22節から読んでみましょう。「あなたがくださった栄光を、私は彼ら(教会)に与えました。わたしたち(父と子)が一つであるように、彼ら(教会)も一つになるためです。わたし(キリスト)が彼ら(教会)の内におり、あなた(父)がわたし(キリスト)の内におられるのは、彼ら(教会)が完全に一つになるためです。こうしてあなたが私をお遣わしになったこと、また、わたしを愛しておられたように、彼ら(教会)をも愛しておられたことを、世が知るようになります。」(17:22〜23)

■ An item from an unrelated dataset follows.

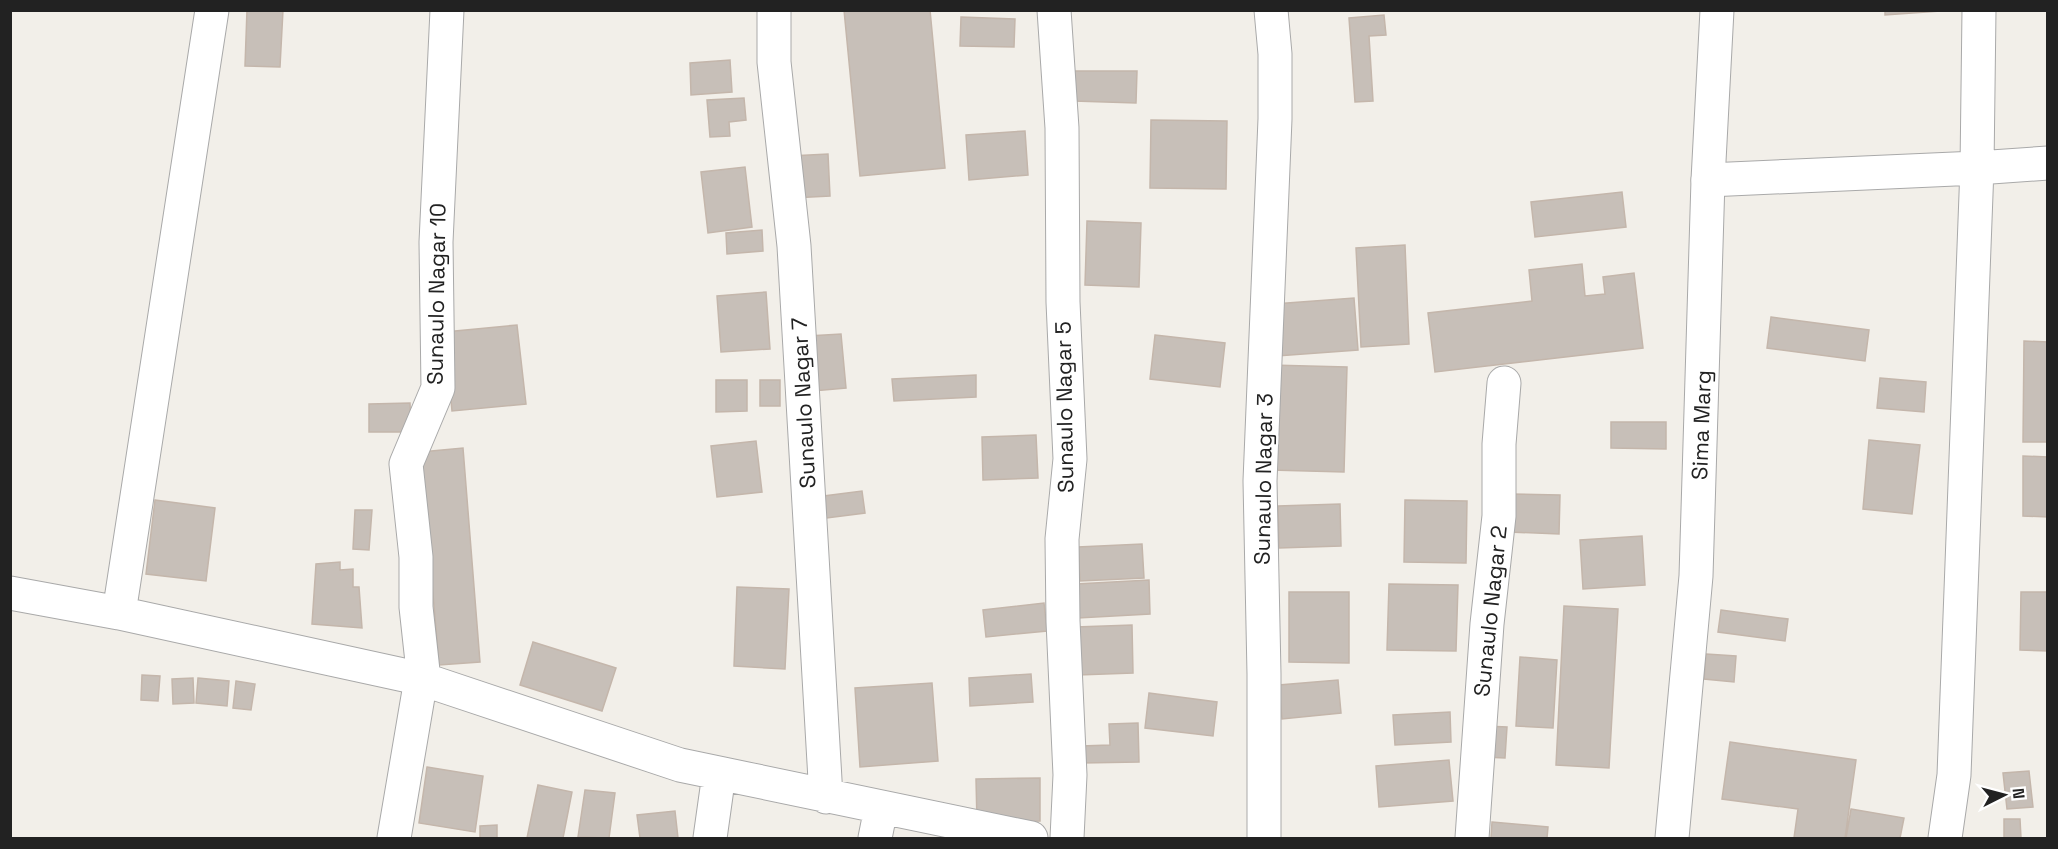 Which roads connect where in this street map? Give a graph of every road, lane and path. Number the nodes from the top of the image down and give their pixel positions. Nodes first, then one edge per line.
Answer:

少しややこしい文章ですが、イエス様が教会の交わりの中にいて下さることによって、天のお父様も教会と共にいると言うことです。そして、天の父なる神様とイエス様が一体であるように、教会の信徒も一致を保ち、そのことによってこの世に神の愛を証し、伝道して欲しいと祈っています。この聖霊様による教会の一致、神様の愛による教会の一致を保って欲しいとイエス様は、最後の最後まで祈られました。この教会の一致が一番気がかりだったのです。

今日始めて礼拝に来られた方もおられますが、あまり声を大きくしては言えないのですが、実は教会ほど一致がない場所はないのです。バラバラだとは言いませんがそれに近いものがある教会もあります。教会は、子供から大人まで、年代がバラバラです。育った環境も生まれも、ものの考え方も皆違います。自分の気に合う友達だけではありません。うまが合わない人、そりが合わない人の集まりです。何か問題があれば、簡単にバラバラになってしまう要素を多分に含んでいます。イエス様もそのことが一番心配だったのではないでしょうか。天のお父様に、最後の最後までお願いしております。「私と父が一つであるように、教会も一つになって欲しい」と。 

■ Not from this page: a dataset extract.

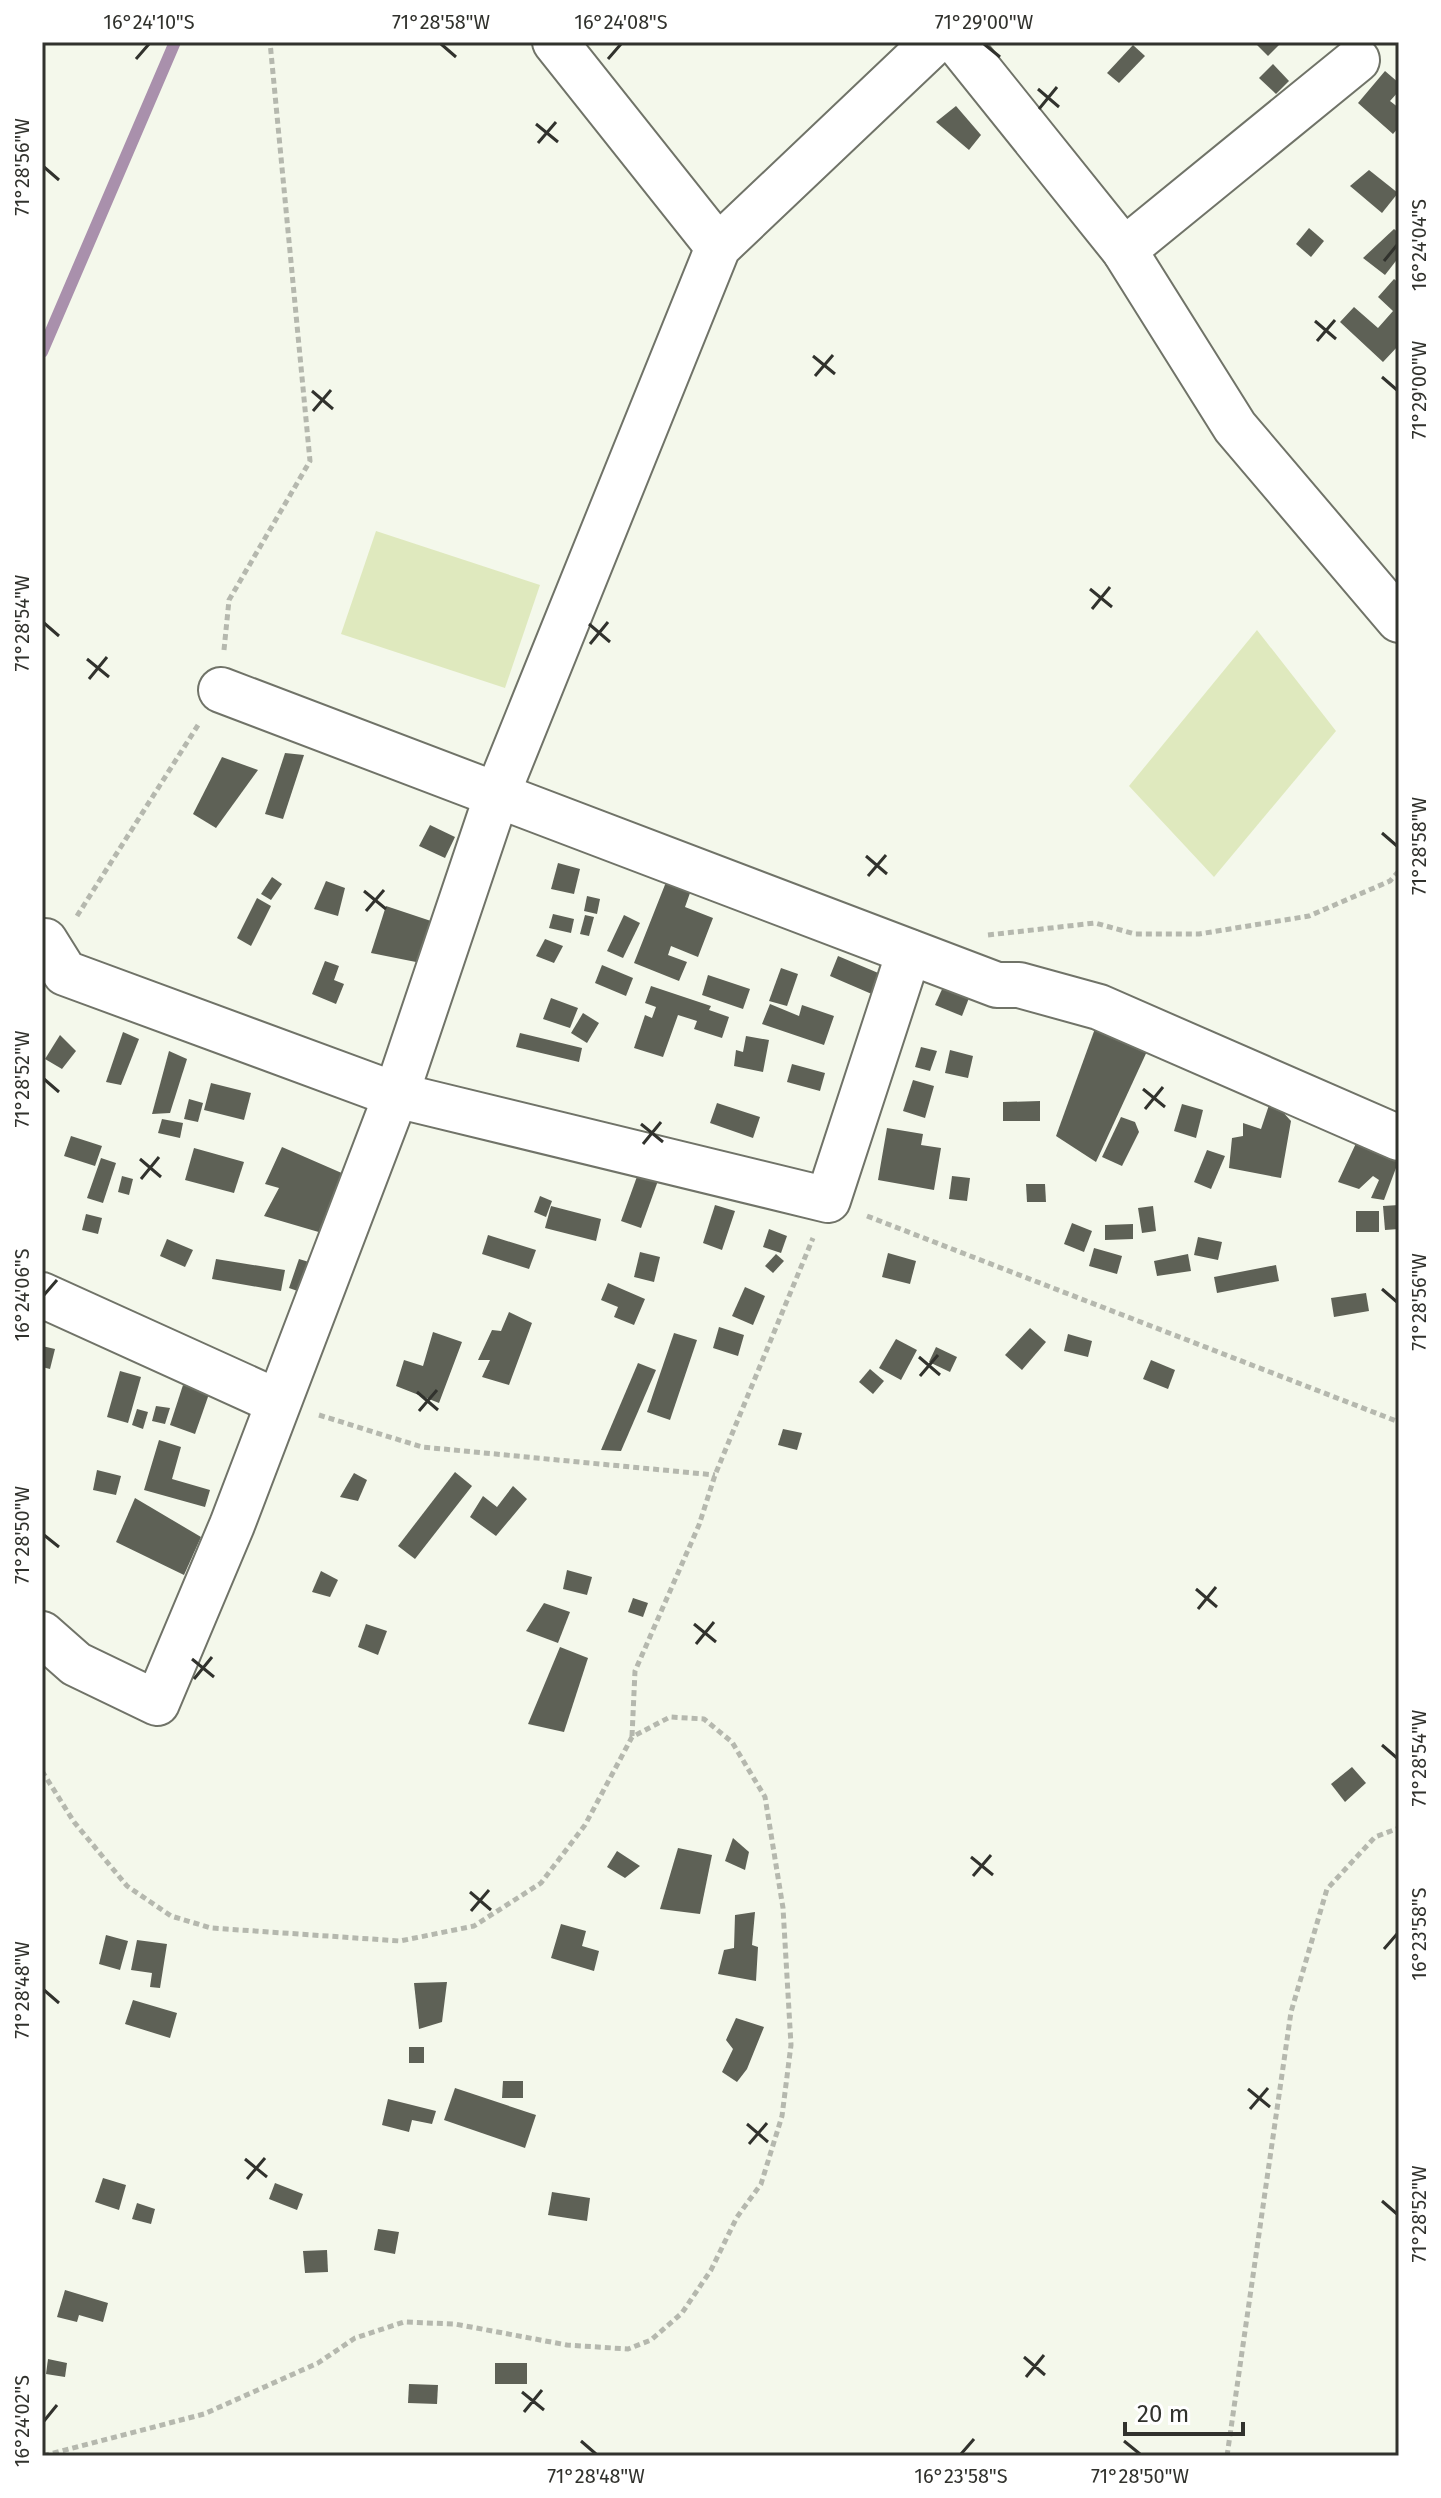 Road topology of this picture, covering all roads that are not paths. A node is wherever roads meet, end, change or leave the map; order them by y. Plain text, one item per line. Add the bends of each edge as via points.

そして私たちには今、何よりも主にあるすばらしい交わりがあります。この礼拝もそうですが、最初の教会学校の時間に、皆さん集まって来て一緒に賛美し、御言葉を聞いて、それぞれのクラスに分かれます。そこで、御言葉を通して、お互いのことをいろいろ語り合います。古い方も初めての方も、心を開いて自分のことを語る場所があります。他にも教会では、水曜日の祈り会の時間に一緒に集まって、話したり祈ったりします。また、グループでのテキストを使った信仰訓練の学びの時間もあります。そこでもいろいろ分かち合いや証の時を持っています。自分の人生経験や、苦しみや試練を互いに出し合って知り合い、祈りあい、語り合うことができます。

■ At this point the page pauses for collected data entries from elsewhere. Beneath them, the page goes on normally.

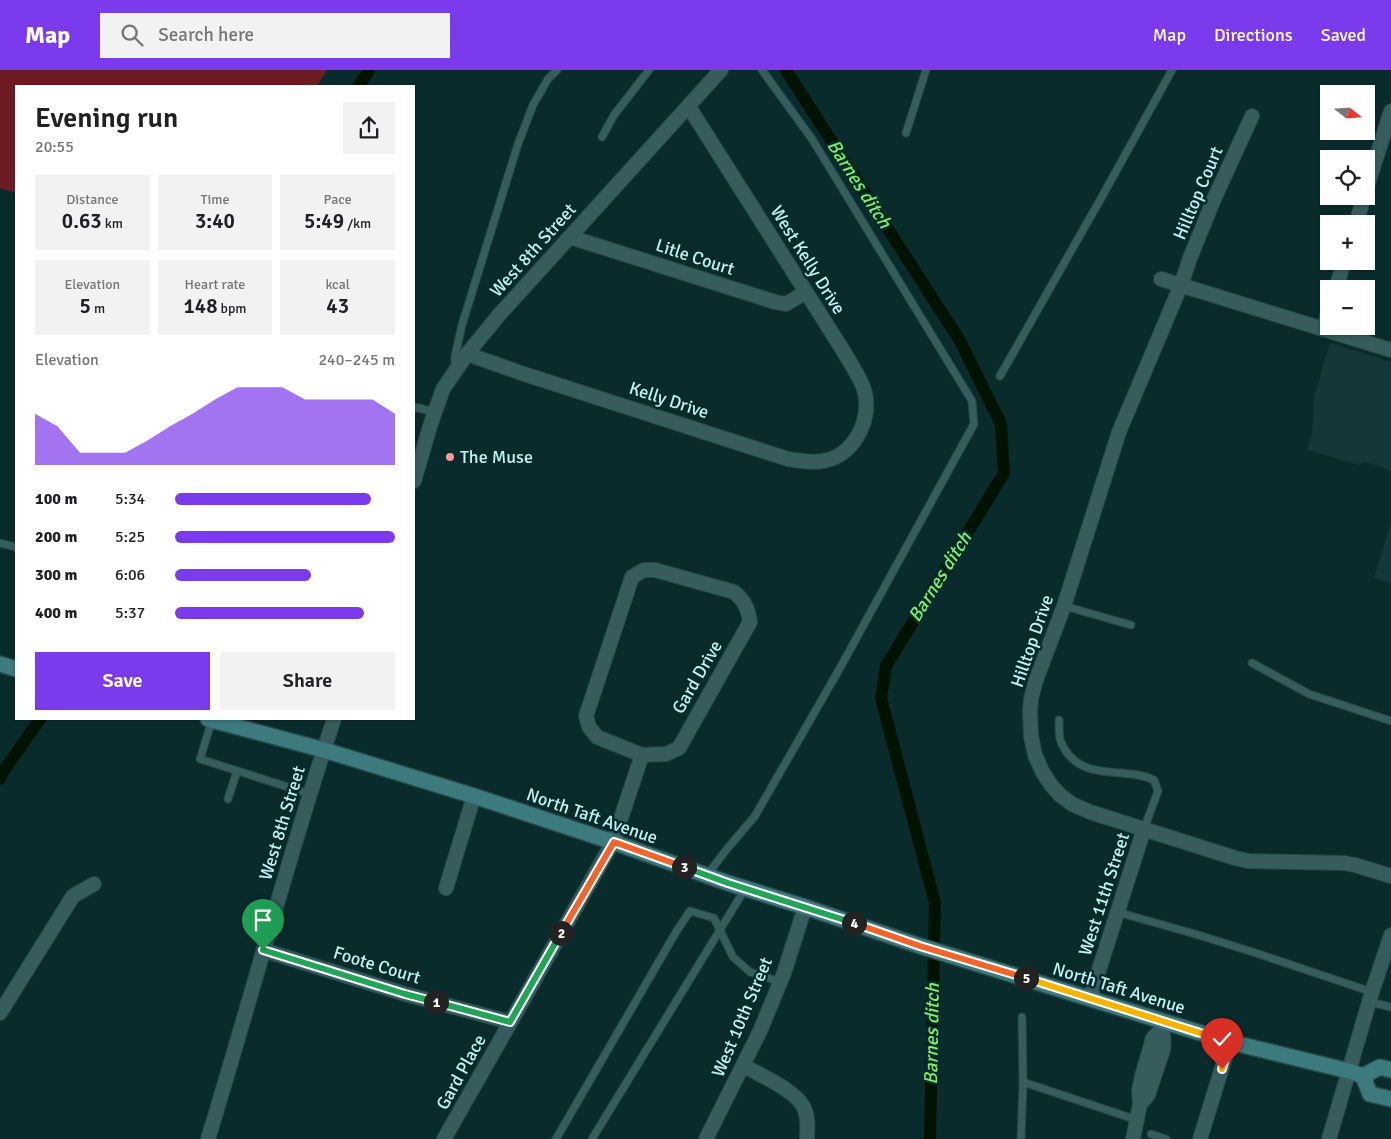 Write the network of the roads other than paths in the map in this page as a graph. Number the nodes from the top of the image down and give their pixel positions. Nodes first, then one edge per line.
1 (557, 70) edge
2 (649, 70) edge
3 (721, 70) edge
4 (762, 70) edge
5 (926, 70) edge
6 (1172, 70) edge
7 (689, 107) junction
8 (1391, 111) edge
9 (1252, 116) dead end
10 (906, 133) dead end
11 (602, 136) dead end
12 (1375, 162) edge
13 (570, 237) junction
14 (1161, 279) dead end
15 (1181, 285) junction
16 (806, 292) junction
17 (1320, 327) edge
18 (1345, 335) edge
19 (1391, 350) edge
20 (467, 354) junction
21 (455, 372) junction
22 (1000, 376) dead end
23 (415, 407) edge
24 (435, 412) junction
25 (855, 440) joint
26 (415, 475) edge
27 (0, 543) edge
28 (15, 547) edge
29 (1064, 606) junction
30 (1130, 625) dead end
31 (1252, 663) dead end
32 (0, 664) edge
33 (15, 669) edge
34 (210, 720) edge
35 (214, 720) edge
36 (334, 720) edge
37 (1059, 720) dead end
38 (1391, 721) edge
39 (324, 750) junction
40 (642, 755) junction
41 (237, 771) junction
42 (310, 794) junction
43 (474, 796) junction
44 (228, 799) dead end
45 (1144, 829) junction
46 (614, 842) junction
47 (707, 875) junction
48 (1391, 876) edge
49 (94, 884) dead end
50 (446, 888) dead end
51 (745, 888) junction
52 (805, 907) junction
53 (1117, 912) junction
54 (720, 931) junction
55 (1391, 934) edge
56 (263, 950) junction
57 (780, 982) junction
58 (1371, 997) junction
59 (1090, 998) junction
60 (1391, 1008) edge
61 (0, 1013) edge
62 (1022, 1017) dead end
63 (510, 1022) junction
64 (1163, 1025) junction
65 (1230, 1042) junction
66 (744, 1066) junction
67 (1391, 1070) edge
68 (1356, 1074) junction
69 (1023, 1082) junction
70 (1391, 1099) edge
71 (1137, 1120) junction
72 (1151, 1134) dead end
73 (208, 1139) edge
74 (444, 1139) edge
75 (556, 1139) edge
76 (592, 1139) edge
77 (706, 1139) edge
78 (807, 1139) edge
79 (1021, 1139) edge
80 (1134, 1139) edge
81 (1166, 1139) edge
82 (1200, 1139) edge
83 (1329, 1139) edge

1 - 21 lane
2 - 11 lane
3 - 7 street, West 8th Street
4 - 47 lane
5 - 10 lane
6 - 22 lane
7 - 13 street, West 8th Street
7 - 16 street, West Kelly Drive
8 - 12 street
9 - 15 street, Hilltop Court
13 - 16 street, Litle Court
13 - 20 street, West 8th Street
14 - 15 street
15 - 17 street
15 - 29 street, Hilltop Drive
16 - 25 street, West Kelly Drive
18 - 19 street
20 - 21 street, West 8th Street
20 - 25 street, Kelly Drive
21 - 24 street, West 8th Street
23 - 24 lane
24 - 26 street, West 8th Street
27 - 28 lane
29 - 30 lane
29 - 45 street, Hilltop Drive
31 - 38 lane
32 - 33 main road
34 - 41 lane
35 - 39 main road, North Taft Avenue
36 - 39 street, West 8th Street
37 - 45 lane
39 - 42 street, West 8th Street
39 - 43 main road, North Taft Avenue
40 - 40 street, Gard Drive
40 - 46 street, Gard Place
41 - 42 lane
41 - 44 lane
42 - 56 street, West 8th Street
43 - 46 main road, North Taft Avenue
43 - 50 street
45 - 48 street, Hilltop Drive
45 - 53 street, West 11th Street
46 - 47 main road, North Taft Avenue
46 - 63 street, Gard Place
47 - 51 main road, North Taft Avenue
49 - 61 street
51 - 52 main road, North Taft Avenue
51 - 54 lane
52 - 57 street, West 10th Street
52 - 59 main road, North Taft Avenue
53 - 58 lane
53 - 59 street, West 11th Street
54 - 57 lane
54 - 75 lane
54 - 76 lane
55 - 58 street
56 - 63 street, Foote Court
56 - 73 street, West 8th Street
57 - 66 street, West 10th Street
58 - 60 lane
58 - 68 street
59 - 64 main road, North Taft Avenue
62 - 69 lane
63 - 74 street, Gard Place
64 - 65 main road, North Taft Avenue
64 - 71 street
65 - 68 main road, North Taft Avenue
65 - 82 street
66 - 77 street, West 10th Street
66 - 78 street
67 - 68 main road
68 - 70 main road
68 - 83 street
69 - 71 lane
69 - 79 lane
71 - 80 street
72 - 81 lane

それは表面的な交わりではありません。心の通い合った、腹を割った分かち合いです。一人一人が自分自身について、また自分の人生に起こっていることについて正直になれる時間と場所があります。自分の本来居るべき場所、居場所があります。それは自分の弱さを認め、自分の傷や失敗や疑いを明らかにして、他の人の助けと祈りのサポートを求めることのできる場所です。自分が理解されている、受入れられていることをお互いに実感し、共に御言葉によって成長して行こうとする場です。それが私達の教会の交わりです。今まではつい奉仕奉仕の連続で、お互いに知り合うこともできませんでした。また、聖書の学びだけで、自分自身を語ることがあまりありませんでした。でも今は違います。お互いに心を開いて真実を語り合うことができます。そういう場所と時間が与えられていることを感謝します。

4.教会の一致が伝道する
このようにして、私達が互いに争ったり、反目したりせずに、聖霊の一致を保っている時に、そこに神様の愛が満ちあふれて世の人々に対して、神様の愛を証して行くことができるのです。21節に「父よ、あなたが私のうちにおられ、私があなたの内におられるように、すべての人を一つにして下さい。そうすれば、世は、あなたが私をお遣わしになったことを、信じるようになります。」とあります。これが私達の伝道の第一線ではないでしょうか。

私達は、そういう交わりを常に、心を合わせて祈り求めてゆく必要があります。ちょっと油断すると、お互いに高慢になり、高ぶったり、競争したりしてしまう私たちです。でも、今神様の恵みをいただいて、こうして主にあるすばらしい愛の交わりへと、神様が私たちを召して下さっていることを本当に心から感謝する次第です。今日も、聖霊様が私達の愛の交わりへと新しい魂を招いて下さったことを感謝します。また、この教会の愛の交わりに招かれ、一つとされていることを心から感謝申し上げます。